EXERCISE DESCRIPTION – Scan the data, and whenever a line contains "Dunn", copy it.

-=-=-

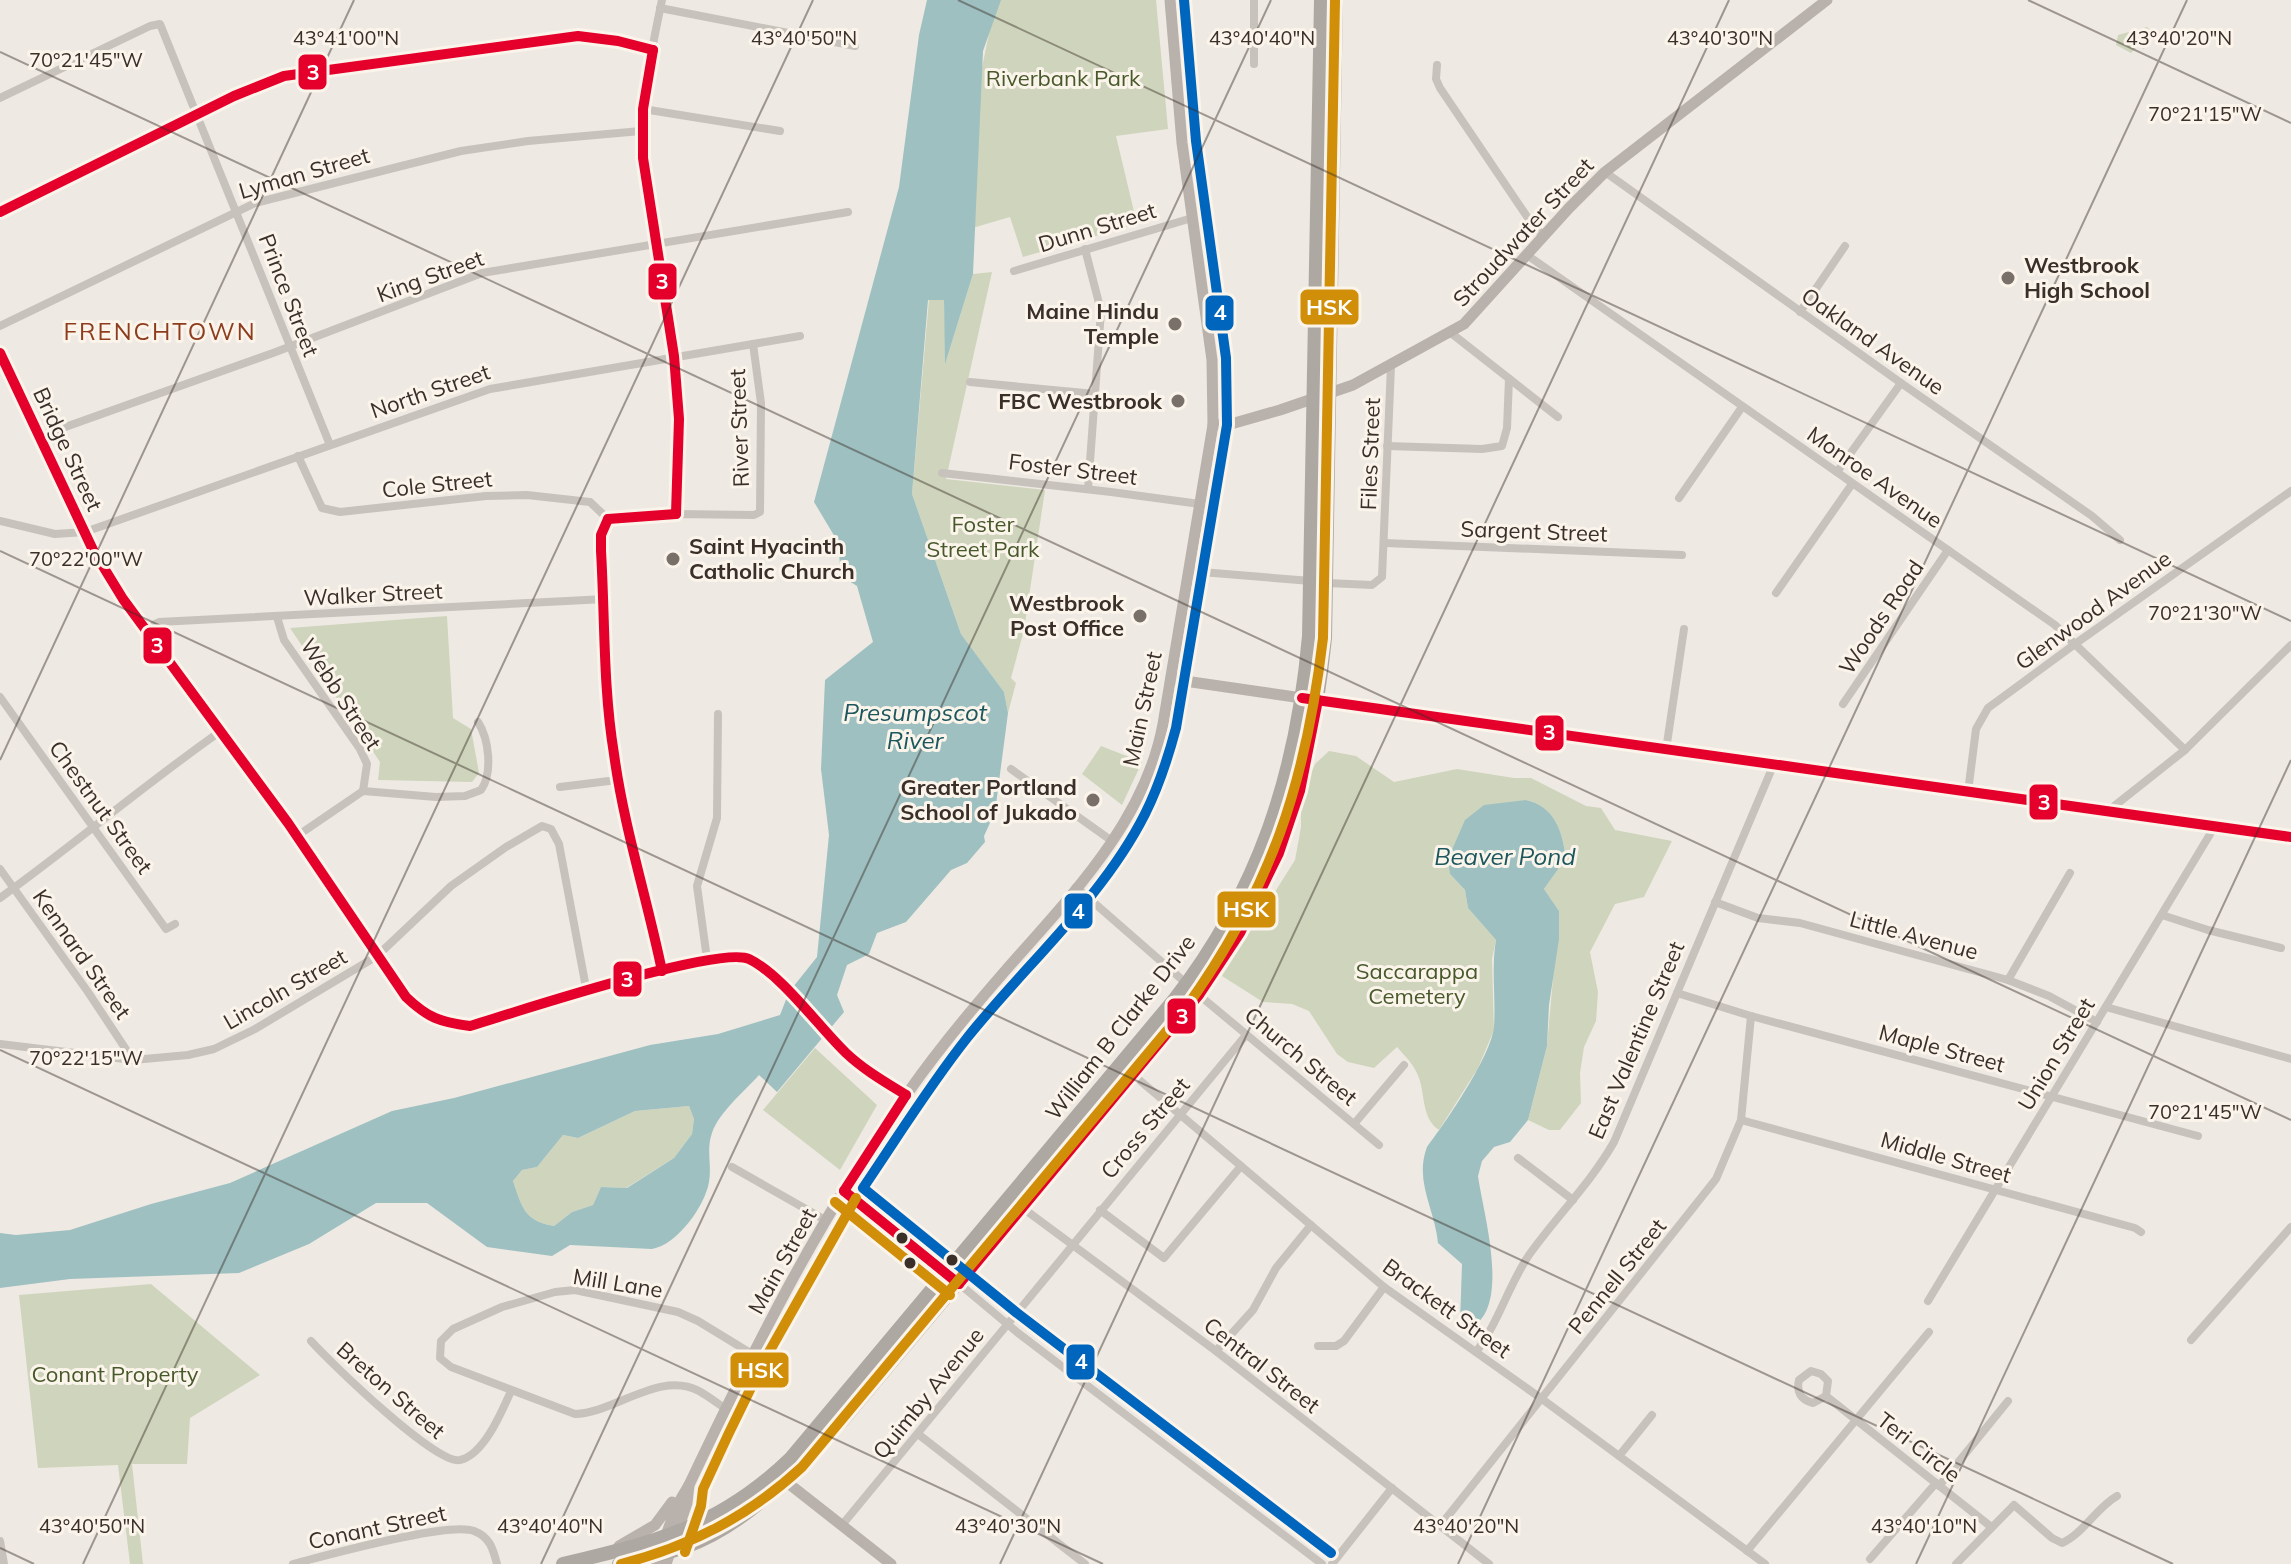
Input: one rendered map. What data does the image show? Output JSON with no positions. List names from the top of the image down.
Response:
{
  "streets": {
    "highway": ["William B Clarke Drive"],
    "main road": ["Stroudwater Street", "Bridge Street", "Main Street"],
    "street": [
      "Lyman Street",
      "Dunn Street",
      "King Street",
      "Prince Street",
      "Oakland Avenue",
      "North Street",
      "River Street",
      "Files Street",
      "Foster Street",
      "Monroe Avenue",
      "Cole Street",
      "Sargent Street",
      "Walker Street",
      "Glenwood Avenue",
      "Woods Road",
      "Webb Street",
      "Chestnut Street",
      "Little Avenue",
      "Kennard Street",
      "Lincoln Street",
      "East Valentine Street",
      "Maple Street",
      "Union Street",
      "Church Street",
      "Cross Street",
      "Middle Street",
      "Pennell Street",
      "Mill Lane",
      "Brackett Street",
      "Central Street",
      "Breton Street",
      "Quimby Avenue",
      "Teri Circle",
      "Conant Street"
    ]
  },
  "crossings": [
    ["Lyman Street", "Prince Street"],
    ["Dunn Street", "Main Street"],
    ["Stroudwater Street", "Oakland Avenue"],
    ["Stroudwater Street", "Files Street"],
    ["Stroudwater Street", "Monroe Avenue"],
    ["Stroudwater Street", "Main Street"],
    ["Stroudwater Street", "William B Clarke Drive"],
    ["King Street", "Prince Street"],
    ["King Street", "Bridge Street"],
    ["Prince Street", "North Street"],
    ["North Street", "River Street"],
    ["North Street", "Bridge Street"],
    ["North Street", "Cole Street"],
    ["Bridge Street", "Walker Street"],
    ["Bridge Street", "Main Street"],
    ["Bridge Street", "Lincoln Street"],
    ["Files Street", "Sargent Street"],
    ["Files Street", "William B Clarke Drive"],
    ["Foster Street", "Main Street"],
    ["Monroe Avenue", "Glenwood Avenue"],
    ["Monroe Avenue", "Woods Road"],
    ["Walker Street", "Webb Street"],
    ["Main Street", "William B Clarke Drive"],
    ["Main Street", "Mill Lane"],
    ["Little Avenue", "East Valentine Street"],
    ["Little Avenue", "Union Street"],
    ["Kennard Street", "Lincoln Street"],
    ["William B Clarke Drive", "Church Street"],
    ["William B Clarke Drive", "Brackett Street"],
    ["William B Clarke Drive", "Central Street"],
    ["East Valentine Street", "Maple Street"],
    ["East Valentine Street", "Brackett Street"],
    ["Maple Street", "Union Street"],
    ["Maple Street", "Pennell Street"],
    ["Union Street", "Middle Street"],
    ["Church Street", "Cross Street"],
    ["Cross Street", "Brackett Street"],
    ["Cross Street", "Central Street"],
    ["Cross Street", "Quimby Avenue"],
    ["Middle Street", "Pennell Street"],
    ["Pennell Street", "Brackett Street"],
    ["Pennell Street", "Central Street"],
    ["Mill Lane", "Breton Street"],
    ["Central Street", "Quimby Avenue"]
  ],
  "districts": ["FRENCHTOWN"],
  "water": ["Presumpscot River", "Beaver Pond"],
  "parks": [
    "Riverbank Park",
    "Foster Street Park",
    "Saccarappa Cemetery",
    "Conant Property"
  ],
  "places": [
    "Westbrook High School",
    "Maine Hindu Temple",
    "FBC Westbrook",
    "Saint Hyacinth Catholic Church",
    "Westbrook Post Office",
    "Greater Portland School of Jukado"
  ],
  "lines": ["transit line HSK", "transit line 4", "transit line 3"],
  "coordinates": [
    "43°41'00\"N",
    "43°40'50\"N",
    "43°40'40\"N",
    "43°40'30\"N",
    "43°40'20\"N",
    "70°21'45\"W",
    "70°21'15\"W",
    "70°22'00\"W",
    "70°21'30\"W",
    "70°22'15\"W",
    "43°40'10\"N"
  ]
}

-=-=-

EXERCISE RESPONSE –
      "Dunn Street",
    ["Dunn Street", "Main Street"],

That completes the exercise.